Examine each line of the data, and copy the ones containing "screen".

§ DATA SUPPLIED:
______

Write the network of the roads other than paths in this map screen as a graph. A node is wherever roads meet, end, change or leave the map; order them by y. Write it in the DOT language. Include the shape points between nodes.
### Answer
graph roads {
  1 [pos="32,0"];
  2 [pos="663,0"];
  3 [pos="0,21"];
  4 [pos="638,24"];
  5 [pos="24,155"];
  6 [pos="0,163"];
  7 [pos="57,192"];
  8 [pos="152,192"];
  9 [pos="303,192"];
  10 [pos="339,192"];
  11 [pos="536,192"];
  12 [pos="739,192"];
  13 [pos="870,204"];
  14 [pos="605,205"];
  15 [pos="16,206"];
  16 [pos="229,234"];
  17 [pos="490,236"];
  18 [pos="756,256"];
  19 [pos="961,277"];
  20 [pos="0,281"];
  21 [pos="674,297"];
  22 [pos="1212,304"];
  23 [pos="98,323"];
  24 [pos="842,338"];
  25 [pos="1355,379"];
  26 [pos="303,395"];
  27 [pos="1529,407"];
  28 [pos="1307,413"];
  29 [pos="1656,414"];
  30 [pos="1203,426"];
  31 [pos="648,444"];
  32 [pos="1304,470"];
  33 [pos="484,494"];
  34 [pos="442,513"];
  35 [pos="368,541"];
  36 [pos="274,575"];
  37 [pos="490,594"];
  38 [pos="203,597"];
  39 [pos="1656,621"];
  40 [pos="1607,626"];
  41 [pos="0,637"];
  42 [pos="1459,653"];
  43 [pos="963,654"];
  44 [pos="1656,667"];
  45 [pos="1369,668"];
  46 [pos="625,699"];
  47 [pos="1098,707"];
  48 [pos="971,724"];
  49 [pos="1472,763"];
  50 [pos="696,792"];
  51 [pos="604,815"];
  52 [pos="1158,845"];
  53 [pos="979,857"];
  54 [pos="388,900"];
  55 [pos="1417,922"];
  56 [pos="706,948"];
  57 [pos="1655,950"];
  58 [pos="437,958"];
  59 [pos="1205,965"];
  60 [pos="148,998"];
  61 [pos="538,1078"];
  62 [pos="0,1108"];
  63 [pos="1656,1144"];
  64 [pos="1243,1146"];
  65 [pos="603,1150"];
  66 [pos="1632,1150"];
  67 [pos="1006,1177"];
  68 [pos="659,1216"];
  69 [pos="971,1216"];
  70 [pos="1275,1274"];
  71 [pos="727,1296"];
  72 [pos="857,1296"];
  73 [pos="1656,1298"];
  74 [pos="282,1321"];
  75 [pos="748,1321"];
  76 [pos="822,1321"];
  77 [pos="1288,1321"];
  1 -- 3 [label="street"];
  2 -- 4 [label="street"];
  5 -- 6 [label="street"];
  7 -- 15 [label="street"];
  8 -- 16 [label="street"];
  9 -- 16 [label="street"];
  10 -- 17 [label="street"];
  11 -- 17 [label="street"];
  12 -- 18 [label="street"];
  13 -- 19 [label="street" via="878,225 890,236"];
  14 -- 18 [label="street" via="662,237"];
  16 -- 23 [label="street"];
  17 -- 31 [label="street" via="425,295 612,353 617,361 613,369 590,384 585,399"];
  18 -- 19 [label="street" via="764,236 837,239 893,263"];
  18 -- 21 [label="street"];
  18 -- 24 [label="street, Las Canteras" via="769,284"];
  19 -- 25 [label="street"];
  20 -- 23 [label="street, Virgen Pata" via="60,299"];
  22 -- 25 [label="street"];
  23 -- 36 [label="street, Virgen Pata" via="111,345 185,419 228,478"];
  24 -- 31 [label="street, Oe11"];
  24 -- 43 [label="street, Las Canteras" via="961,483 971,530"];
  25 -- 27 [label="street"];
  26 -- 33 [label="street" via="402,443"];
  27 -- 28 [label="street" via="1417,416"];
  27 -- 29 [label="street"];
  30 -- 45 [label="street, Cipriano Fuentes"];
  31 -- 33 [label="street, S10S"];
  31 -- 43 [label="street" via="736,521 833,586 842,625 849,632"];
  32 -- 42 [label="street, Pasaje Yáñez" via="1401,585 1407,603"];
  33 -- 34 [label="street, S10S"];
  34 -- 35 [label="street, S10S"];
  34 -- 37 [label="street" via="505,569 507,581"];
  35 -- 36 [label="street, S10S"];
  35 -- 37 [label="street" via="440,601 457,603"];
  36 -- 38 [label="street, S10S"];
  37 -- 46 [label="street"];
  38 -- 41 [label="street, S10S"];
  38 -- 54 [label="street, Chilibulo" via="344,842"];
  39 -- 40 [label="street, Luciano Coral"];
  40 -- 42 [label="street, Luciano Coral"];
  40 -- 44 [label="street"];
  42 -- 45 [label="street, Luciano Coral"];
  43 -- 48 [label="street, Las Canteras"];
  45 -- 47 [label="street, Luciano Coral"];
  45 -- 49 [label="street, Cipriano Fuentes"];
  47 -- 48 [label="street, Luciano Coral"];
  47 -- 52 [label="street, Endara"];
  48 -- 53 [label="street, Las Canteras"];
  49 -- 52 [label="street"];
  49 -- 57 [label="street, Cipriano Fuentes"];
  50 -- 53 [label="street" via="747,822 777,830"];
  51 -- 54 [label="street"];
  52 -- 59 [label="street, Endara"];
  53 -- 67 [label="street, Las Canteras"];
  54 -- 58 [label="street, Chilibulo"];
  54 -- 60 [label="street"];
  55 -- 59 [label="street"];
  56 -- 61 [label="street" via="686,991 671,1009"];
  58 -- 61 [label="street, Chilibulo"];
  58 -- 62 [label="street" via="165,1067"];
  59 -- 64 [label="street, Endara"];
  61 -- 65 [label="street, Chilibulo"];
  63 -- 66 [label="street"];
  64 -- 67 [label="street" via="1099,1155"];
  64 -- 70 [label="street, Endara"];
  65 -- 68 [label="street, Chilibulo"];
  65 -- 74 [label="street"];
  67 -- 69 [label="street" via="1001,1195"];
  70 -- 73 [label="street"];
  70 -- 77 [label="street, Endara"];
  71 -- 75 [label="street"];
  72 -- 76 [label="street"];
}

______

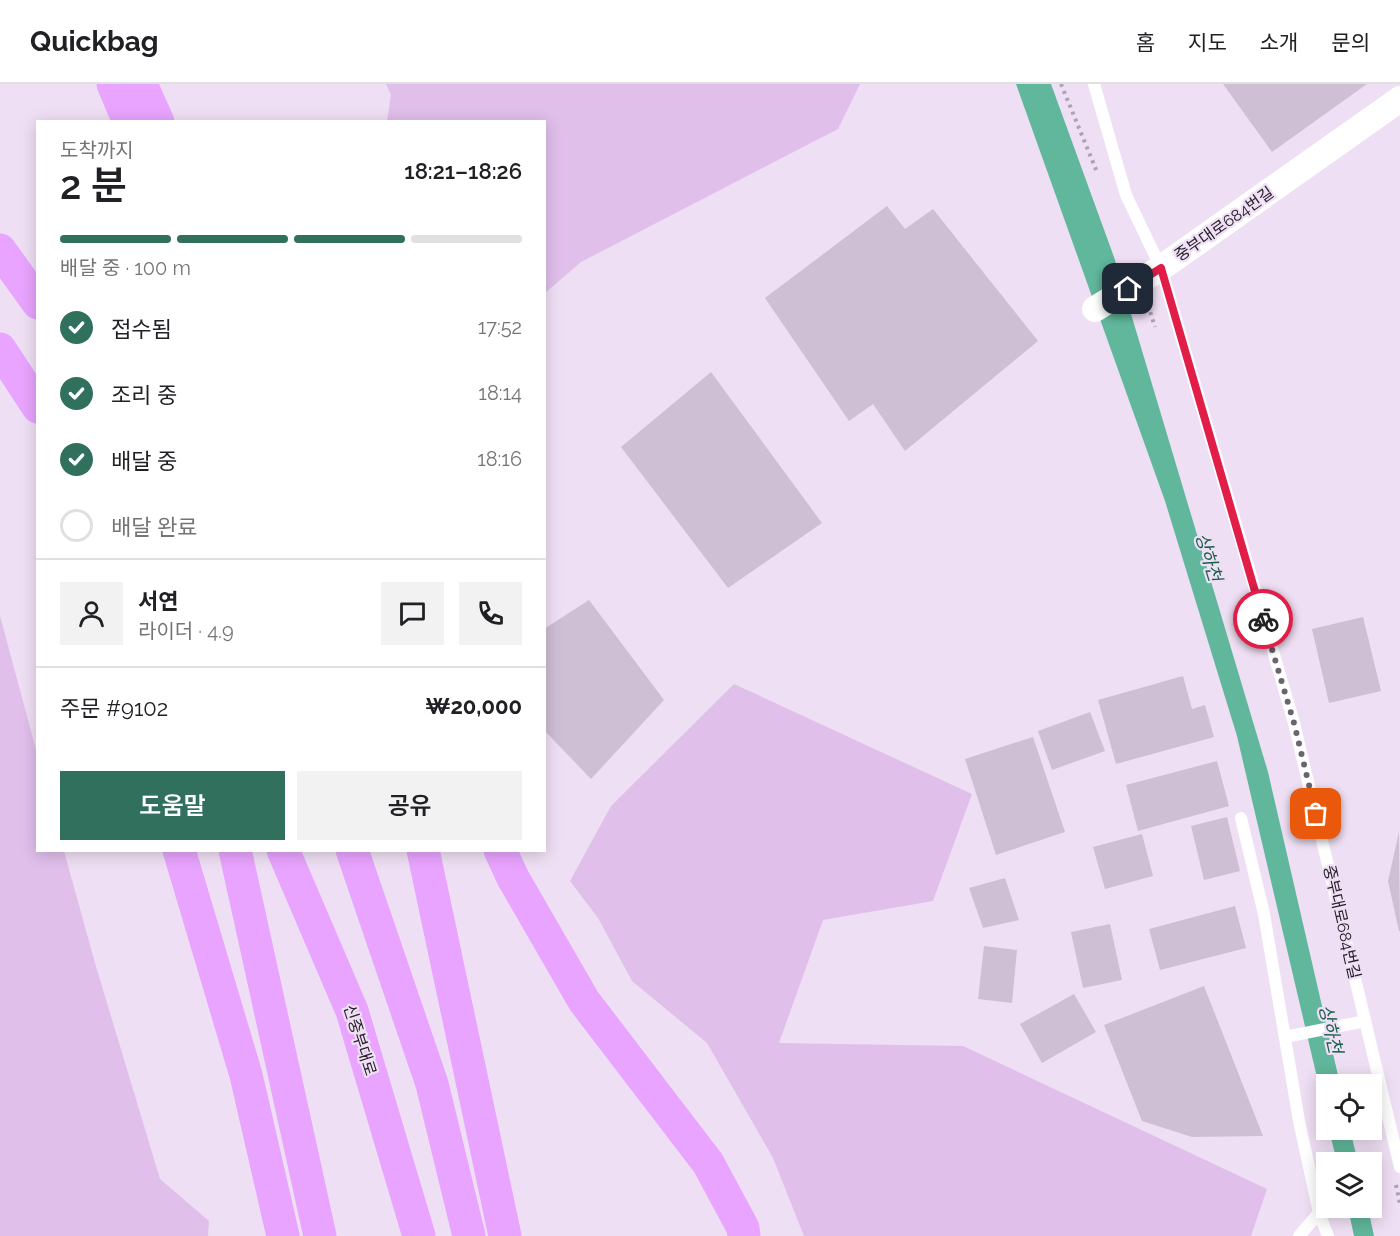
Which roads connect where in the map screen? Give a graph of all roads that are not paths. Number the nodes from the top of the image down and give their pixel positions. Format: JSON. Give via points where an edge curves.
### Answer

______

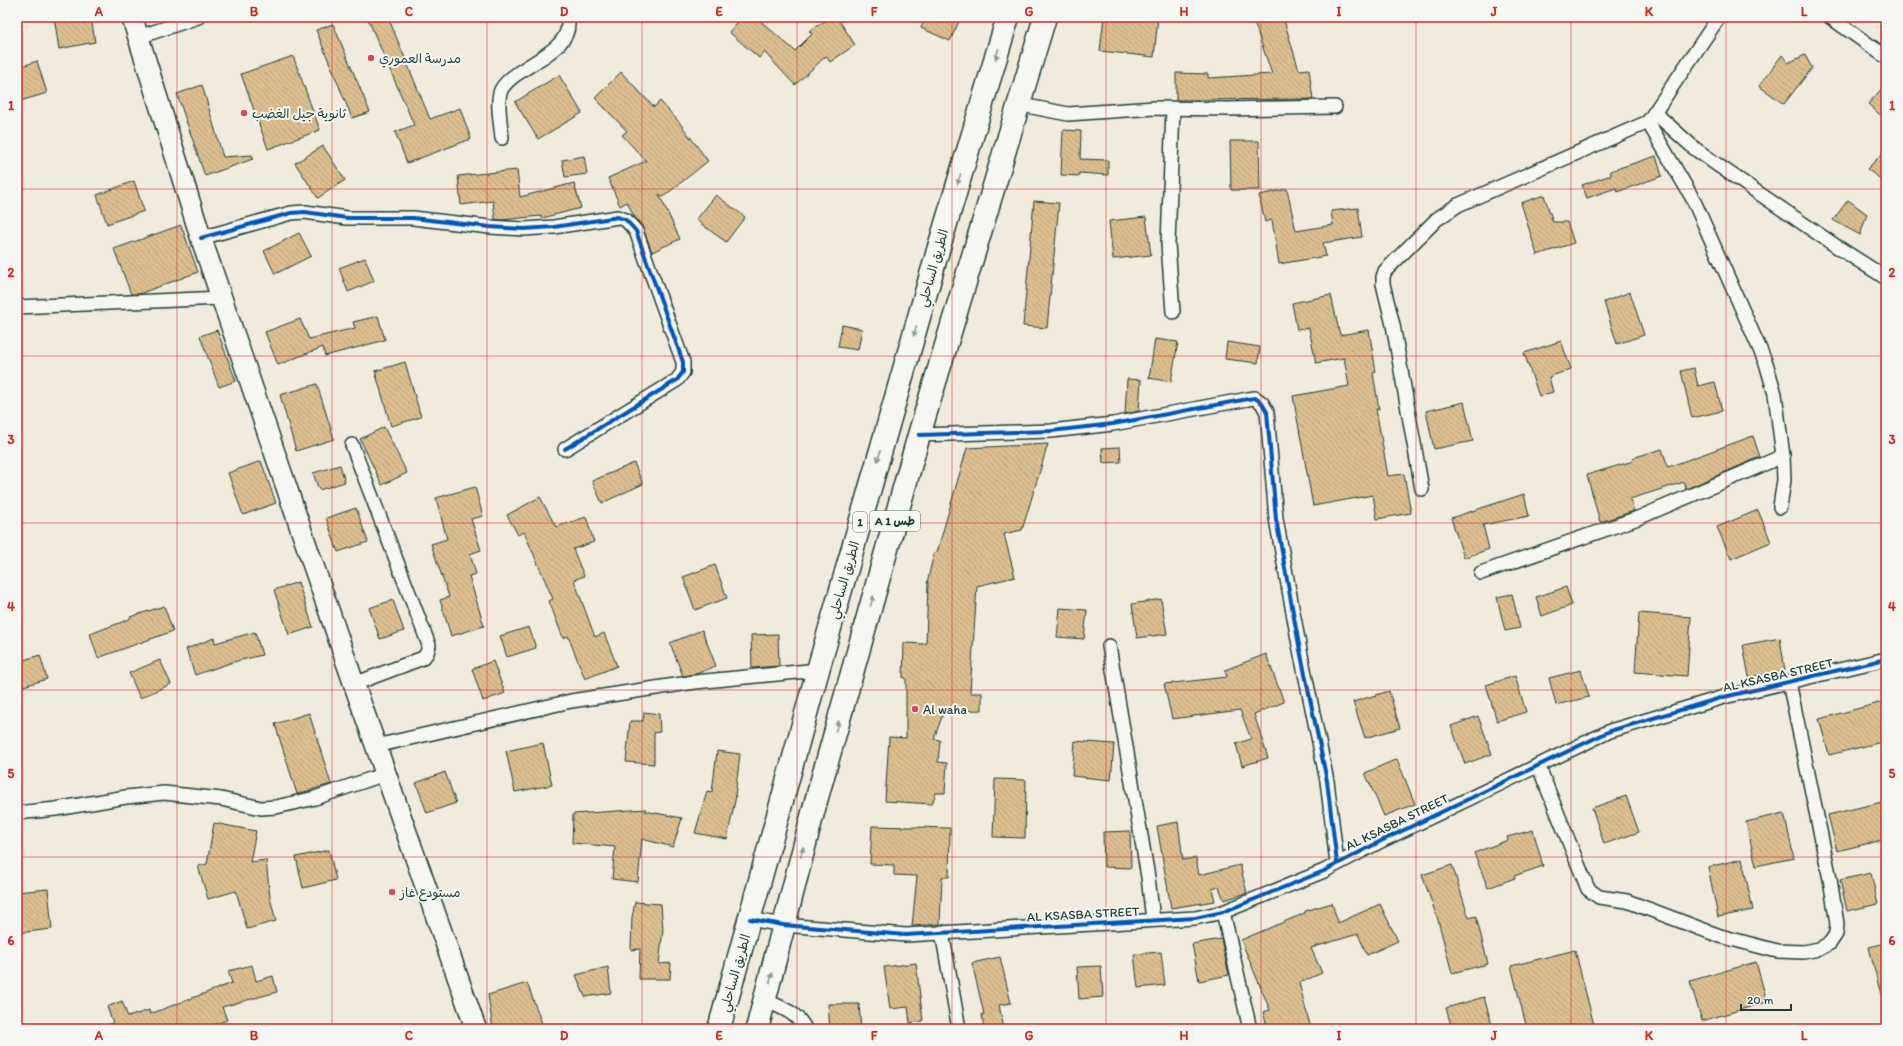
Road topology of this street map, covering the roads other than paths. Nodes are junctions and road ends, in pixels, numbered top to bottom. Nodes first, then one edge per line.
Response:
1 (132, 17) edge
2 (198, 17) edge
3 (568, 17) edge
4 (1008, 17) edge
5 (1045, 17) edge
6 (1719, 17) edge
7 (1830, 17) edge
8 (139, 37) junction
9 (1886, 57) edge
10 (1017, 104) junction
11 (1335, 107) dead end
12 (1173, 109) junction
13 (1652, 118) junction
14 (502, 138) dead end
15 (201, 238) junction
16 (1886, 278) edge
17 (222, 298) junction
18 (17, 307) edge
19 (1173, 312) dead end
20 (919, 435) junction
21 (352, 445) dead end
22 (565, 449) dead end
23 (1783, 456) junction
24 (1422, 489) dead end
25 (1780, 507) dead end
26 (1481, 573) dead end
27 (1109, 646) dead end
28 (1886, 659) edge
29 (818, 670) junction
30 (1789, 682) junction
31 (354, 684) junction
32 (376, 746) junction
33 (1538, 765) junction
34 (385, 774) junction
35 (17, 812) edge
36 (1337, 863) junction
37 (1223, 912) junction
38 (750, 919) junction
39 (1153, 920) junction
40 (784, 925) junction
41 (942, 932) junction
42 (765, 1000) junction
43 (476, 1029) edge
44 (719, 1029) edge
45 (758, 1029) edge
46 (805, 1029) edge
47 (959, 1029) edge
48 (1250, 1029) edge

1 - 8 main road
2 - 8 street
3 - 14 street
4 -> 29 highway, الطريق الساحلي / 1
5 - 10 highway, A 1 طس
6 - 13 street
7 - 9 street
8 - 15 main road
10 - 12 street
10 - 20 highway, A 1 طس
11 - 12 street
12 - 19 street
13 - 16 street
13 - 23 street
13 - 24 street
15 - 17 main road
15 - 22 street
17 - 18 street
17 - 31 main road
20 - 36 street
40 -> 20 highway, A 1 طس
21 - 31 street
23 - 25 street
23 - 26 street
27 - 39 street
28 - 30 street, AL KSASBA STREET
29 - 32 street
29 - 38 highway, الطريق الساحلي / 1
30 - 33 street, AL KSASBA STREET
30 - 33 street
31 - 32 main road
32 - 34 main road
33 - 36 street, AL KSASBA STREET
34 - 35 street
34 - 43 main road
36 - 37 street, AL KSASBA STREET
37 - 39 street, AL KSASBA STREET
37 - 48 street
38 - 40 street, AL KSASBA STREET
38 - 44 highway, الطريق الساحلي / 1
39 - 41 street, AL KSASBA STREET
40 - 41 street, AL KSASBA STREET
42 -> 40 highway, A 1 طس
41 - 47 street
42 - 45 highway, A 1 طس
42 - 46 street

______

§ WRITTEN RESPONSE:
Write the network of the roads other than paths in this map screen as a graph. A node is wherever roads meet, end, change or leave the map; order them by y. Write it in the DOT language. Include the shape points between nodes.
Which roads connect where in the map screen? Give a graph of all roads that are not paths. Number the nodes from the top of the image down and give their pixel positions. Format: JSON. Give via points where an edge curves.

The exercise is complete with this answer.